Surtout avec un caucus composé de nombreux déçus, qui se voyaient ministres, et qui n’ont pas reçu d’appel. Ou ceux qui l’étaient, qui ne le sont plus, parce qu’ils ont reçu un appel de trop. Ça donne une méchante cohorte de gueules sûres !

Et les ministres, autour de la grande table, qui se sont tus stratégiquement, les premiers quatre ans, mais qui prendront du pique. Surtout ceux qui savent qu’ils s'en iront.

Dans l’ensemble, une famille qui va exiger plus de réponses du patron , pour différentes raisons. Quand vous avez régné comme M. Legault, ça peut faire suer.

Et l’usure qui prend, l’érosion, sur la cohésion politique et sur l’appareil gouvernemental.

Progressivement, le magouillage débute chez les agrégats, et la campagne à la chefferie décolle, hypocritement. Les couteaux se mettent à voler, et pas à hauteur d’homme…

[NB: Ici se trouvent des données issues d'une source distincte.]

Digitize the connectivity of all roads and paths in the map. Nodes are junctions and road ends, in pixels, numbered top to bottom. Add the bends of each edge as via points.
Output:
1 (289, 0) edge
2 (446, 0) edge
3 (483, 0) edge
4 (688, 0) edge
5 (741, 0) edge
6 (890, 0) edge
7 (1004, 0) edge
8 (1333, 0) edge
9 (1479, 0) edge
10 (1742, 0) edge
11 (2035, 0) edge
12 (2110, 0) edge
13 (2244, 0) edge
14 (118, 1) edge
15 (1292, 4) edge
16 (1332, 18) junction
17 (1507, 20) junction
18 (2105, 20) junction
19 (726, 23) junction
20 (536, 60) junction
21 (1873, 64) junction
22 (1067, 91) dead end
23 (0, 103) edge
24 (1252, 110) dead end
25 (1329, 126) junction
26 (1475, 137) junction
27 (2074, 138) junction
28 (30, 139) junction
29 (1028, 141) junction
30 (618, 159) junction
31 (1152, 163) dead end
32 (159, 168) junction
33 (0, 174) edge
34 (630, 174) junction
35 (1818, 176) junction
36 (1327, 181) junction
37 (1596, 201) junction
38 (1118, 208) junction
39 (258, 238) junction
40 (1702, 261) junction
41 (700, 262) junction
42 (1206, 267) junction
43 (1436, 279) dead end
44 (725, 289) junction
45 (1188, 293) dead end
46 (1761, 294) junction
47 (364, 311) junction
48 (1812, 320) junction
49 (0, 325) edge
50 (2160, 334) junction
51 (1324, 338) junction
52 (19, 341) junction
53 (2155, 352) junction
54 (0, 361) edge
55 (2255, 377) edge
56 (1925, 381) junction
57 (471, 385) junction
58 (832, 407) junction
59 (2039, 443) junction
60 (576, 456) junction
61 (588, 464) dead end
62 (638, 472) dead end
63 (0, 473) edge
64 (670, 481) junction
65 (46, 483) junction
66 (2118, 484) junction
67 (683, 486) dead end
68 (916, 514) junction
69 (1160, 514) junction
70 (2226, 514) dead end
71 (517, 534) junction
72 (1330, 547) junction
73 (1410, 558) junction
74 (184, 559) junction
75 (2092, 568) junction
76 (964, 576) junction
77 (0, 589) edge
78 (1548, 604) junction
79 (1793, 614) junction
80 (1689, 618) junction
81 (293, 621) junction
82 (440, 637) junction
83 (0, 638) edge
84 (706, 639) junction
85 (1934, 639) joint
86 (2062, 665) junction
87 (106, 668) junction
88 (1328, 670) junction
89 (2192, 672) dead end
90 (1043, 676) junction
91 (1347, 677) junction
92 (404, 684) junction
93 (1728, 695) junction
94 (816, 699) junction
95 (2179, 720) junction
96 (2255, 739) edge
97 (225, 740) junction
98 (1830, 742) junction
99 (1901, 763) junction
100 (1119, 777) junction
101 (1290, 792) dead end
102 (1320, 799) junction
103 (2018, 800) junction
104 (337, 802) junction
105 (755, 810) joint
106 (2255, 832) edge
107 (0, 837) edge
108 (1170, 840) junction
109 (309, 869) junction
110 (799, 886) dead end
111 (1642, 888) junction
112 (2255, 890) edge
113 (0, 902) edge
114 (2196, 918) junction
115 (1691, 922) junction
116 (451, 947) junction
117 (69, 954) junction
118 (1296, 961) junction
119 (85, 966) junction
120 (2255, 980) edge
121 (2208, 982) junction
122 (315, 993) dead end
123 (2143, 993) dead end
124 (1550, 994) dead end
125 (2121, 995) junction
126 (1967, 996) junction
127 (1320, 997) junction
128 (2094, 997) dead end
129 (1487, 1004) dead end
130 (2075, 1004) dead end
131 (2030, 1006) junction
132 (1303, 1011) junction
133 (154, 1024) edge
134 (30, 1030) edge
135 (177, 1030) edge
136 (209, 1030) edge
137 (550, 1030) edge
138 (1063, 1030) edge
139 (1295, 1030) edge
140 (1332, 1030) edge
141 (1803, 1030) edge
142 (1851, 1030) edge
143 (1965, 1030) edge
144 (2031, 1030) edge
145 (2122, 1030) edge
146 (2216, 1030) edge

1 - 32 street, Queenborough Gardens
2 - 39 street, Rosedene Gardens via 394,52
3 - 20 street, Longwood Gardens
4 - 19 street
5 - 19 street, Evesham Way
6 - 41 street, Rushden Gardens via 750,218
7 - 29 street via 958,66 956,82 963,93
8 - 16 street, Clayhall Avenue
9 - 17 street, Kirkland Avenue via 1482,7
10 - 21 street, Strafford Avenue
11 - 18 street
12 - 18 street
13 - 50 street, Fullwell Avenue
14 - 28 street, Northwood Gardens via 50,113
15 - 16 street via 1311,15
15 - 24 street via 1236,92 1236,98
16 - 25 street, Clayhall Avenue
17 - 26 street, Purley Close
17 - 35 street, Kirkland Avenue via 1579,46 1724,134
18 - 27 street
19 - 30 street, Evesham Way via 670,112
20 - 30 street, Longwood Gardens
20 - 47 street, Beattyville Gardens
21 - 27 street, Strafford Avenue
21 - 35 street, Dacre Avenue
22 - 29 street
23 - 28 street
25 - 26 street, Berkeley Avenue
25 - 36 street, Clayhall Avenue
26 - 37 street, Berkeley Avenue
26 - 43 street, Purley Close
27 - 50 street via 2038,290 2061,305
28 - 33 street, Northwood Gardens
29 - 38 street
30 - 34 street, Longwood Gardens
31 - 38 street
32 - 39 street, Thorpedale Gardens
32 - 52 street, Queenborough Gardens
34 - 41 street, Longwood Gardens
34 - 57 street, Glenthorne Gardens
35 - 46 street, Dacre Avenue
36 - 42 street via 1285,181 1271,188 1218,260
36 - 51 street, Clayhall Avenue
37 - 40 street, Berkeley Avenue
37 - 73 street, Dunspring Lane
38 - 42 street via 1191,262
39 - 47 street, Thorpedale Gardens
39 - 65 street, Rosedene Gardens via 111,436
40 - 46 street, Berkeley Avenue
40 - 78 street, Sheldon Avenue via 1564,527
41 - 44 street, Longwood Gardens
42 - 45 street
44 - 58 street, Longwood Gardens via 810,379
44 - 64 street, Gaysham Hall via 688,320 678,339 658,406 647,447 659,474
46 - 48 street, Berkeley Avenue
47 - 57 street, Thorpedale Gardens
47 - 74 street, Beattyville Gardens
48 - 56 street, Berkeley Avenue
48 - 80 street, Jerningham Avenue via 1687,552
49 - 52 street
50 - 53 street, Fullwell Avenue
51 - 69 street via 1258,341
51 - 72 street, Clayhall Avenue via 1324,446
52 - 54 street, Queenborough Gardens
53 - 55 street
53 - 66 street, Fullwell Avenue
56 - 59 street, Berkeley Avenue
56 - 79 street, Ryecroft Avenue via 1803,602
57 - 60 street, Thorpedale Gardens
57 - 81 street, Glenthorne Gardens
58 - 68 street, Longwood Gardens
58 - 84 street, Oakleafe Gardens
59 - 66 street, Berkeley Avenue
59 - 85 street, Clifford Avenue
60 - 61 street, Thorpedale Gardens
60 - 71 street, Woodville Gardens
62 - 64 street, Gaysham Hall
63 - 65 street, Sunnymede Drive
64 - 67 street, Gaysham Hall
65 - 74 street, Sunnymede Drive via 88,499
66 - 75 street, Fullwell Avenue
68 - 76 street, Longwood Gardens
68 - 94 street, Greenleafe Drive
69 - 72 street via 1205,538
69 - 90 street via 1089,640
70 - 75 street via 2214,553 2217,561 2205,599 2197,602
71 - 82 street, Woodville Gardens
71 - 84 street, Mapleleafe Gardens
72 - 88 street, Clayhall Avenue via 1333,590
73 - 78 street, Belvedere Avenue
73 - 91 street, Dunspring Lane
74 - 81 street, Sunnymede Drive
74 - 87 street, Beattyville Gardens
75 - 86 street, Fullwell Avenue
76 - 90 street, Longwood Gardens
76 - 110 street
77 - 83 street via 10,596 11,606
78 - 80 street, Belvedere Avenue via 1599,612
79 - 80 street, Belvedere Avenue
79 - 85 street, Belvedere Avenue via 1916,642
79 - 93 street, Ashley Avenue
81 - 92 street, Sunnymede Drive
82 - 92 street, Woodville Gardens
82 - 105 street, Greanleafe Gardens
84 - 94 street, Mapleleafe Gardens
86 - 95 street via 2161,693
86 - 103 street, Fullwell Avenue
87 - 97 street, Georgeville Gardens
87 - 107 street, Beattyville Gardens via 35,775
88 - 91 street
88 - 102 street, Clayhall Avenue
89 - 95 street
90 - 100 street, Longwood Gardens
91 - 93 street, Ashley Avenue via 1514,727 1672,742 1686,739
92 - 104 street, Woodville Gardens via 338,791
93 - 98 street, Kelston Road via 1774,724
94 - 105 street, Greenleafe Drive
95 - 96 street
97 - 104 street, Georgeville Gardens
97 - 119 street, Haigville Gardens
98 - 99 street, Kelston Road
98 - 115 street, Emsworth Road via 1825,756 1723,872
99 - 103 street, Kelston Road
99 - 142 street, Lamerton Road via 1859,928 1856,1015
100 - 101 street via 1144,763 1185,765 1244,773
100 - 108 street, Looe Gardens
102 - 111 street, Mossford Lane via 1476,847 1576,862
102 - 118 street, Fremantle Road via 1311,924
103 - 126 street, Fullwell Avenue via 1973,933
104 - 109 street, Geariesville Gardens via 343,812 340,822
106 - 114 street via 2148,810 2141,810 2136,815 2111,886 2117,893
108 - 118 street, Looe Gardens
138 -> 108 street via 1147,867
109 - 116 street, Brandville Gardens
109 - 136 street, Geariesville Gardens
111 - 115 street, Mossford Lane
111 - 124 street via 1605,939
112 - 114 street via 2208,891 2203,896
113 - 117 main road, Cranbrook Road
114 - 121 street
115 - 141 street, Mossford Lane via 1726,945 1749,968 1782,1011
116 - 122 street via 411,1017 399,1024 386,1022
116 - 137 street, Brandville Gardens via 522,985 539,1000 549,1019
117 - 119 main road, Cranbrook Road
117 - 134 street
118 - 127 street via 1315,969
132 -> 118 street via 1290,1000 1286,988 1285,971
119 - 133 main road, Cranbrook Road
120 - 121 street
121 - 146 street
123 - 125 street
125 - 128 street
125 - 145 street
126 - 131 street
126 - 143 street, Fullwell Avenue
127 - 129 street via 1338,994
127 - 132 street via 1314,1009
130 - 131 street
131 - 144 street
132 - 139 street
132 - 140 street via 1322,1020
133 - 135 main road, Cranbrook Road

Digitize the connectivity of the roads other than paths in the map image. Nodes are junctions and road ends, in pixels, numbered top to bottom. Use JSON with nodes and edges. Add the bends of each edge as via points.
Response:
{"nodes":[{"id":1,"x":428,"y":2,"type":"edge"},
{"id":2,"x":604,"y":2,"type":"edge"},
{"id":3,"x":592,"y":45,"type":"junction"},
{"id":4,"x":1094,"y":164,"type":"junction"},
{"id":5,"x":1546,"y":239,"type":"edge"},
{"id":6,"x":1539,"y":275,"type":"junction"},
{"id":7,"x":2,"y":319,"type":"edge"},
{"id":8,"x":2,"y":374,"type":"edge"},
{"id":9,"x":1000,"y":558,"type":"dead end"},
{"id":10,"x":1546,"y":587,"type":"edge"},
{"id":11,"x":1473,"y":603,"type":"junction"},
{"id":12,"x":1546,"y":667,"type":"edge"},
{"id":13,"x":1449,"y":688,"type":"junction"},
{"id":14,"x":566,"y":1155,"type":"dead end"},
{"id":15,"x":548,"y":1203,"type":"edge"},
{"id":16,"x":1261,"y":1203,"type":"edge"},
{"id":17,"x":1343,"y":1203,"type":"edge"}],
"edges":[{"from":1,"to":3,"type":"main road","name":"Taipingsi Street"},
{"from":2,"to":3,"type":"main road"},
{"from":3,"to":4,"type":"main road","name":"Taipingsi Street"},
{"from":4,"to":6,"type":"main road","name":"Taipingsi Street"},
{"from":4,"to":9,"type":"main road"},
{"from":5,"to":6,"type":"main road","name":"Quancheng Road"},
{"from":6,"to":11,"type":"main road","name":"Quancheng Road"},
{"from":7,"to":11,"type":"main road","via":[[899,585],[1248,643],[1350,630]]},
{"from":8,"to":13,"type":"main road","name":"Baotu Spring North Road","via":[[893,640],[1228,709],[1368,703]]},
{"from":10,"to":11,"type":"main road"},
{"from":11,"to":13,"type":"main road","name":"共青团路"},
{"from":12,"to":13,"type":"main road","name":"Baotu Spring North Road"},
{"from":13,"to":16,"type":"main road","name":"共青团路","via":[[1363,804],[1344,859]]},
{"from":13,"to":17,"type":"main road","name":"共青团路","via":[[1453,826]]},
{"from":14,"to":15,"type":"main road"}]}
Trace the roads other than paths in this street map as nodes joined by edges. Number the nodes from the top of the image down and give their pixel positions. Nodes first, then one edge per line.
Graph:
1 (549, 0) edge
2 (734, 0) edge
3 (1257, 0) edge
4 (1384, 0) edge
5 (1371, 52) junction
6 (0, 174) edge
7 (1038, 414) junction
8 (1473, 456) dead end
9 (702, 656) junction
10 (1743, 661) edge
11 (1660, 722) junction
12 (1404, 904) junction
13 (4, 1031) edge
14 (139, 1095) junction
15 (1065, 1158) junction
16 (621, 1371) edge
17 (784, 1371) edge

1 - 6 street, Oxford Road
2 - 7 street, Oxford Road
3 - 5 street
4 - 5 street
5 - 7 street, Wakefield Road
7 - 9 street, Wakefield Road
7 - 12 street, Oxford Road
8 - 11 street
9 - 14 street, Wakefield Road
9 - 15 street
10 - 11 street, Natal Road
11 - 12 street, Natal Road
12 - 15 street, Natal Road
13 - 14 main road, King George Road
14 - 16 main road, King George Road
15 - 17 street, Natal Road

On découvrira, chemin faisant, avec la perte d’influence probable du Liant, que les matières étaient plus diverses qu’on pouvait le croire.

Des plus nationalistes, comme le jeune bronco, à peine contrôlable, Simon Jolin-Barette, ou le corps étranger, pas opportuniste pour une miette, Bernard Drainville.

Et des plus canadian, comme GG (Geneviève Guilbault), qui ne se prend pas pour un 7 -Up flat. Ou une plus discrète, qui est là qu’a watch, Sonia LeBel.

Alors, si M. Legault croyait que les batailles, entre nationalistes et souverainistes momifiés, d’un côté, et fédéralistes de l’autre, étaient passées date, qu’il garde un œil sur sa cour de récréation pour voir !

Ce sera du joli à observer, et surtout savoir si les agrégats réussiront à se tenir encore ensemble.

Et comme le dit le titre du film de Bertrand Tavernier : Ça commence aujourd’hui.

Entre nous

Cette élection laisse une plaie qui n’est pas près de se guérir.

On a testé la cohésion sociale, en mangeant de l’immigrant en échange de votes francophones. Et en isolant Montréal.

Des centaines de milliers de personnes ont été humiliées publiquement. Ça fait mal, se faire traiter de fainéant. Ils l’auront gaufrée au cœur celle-là.

Diriger implique la responsabilité. Et pas seulement quand ça peut être payant politiquement. Parfois, il faut accepter la facture qui vient avec la charge. Ainsi en est-il du vivre-ensemble, comme d’une pandémie.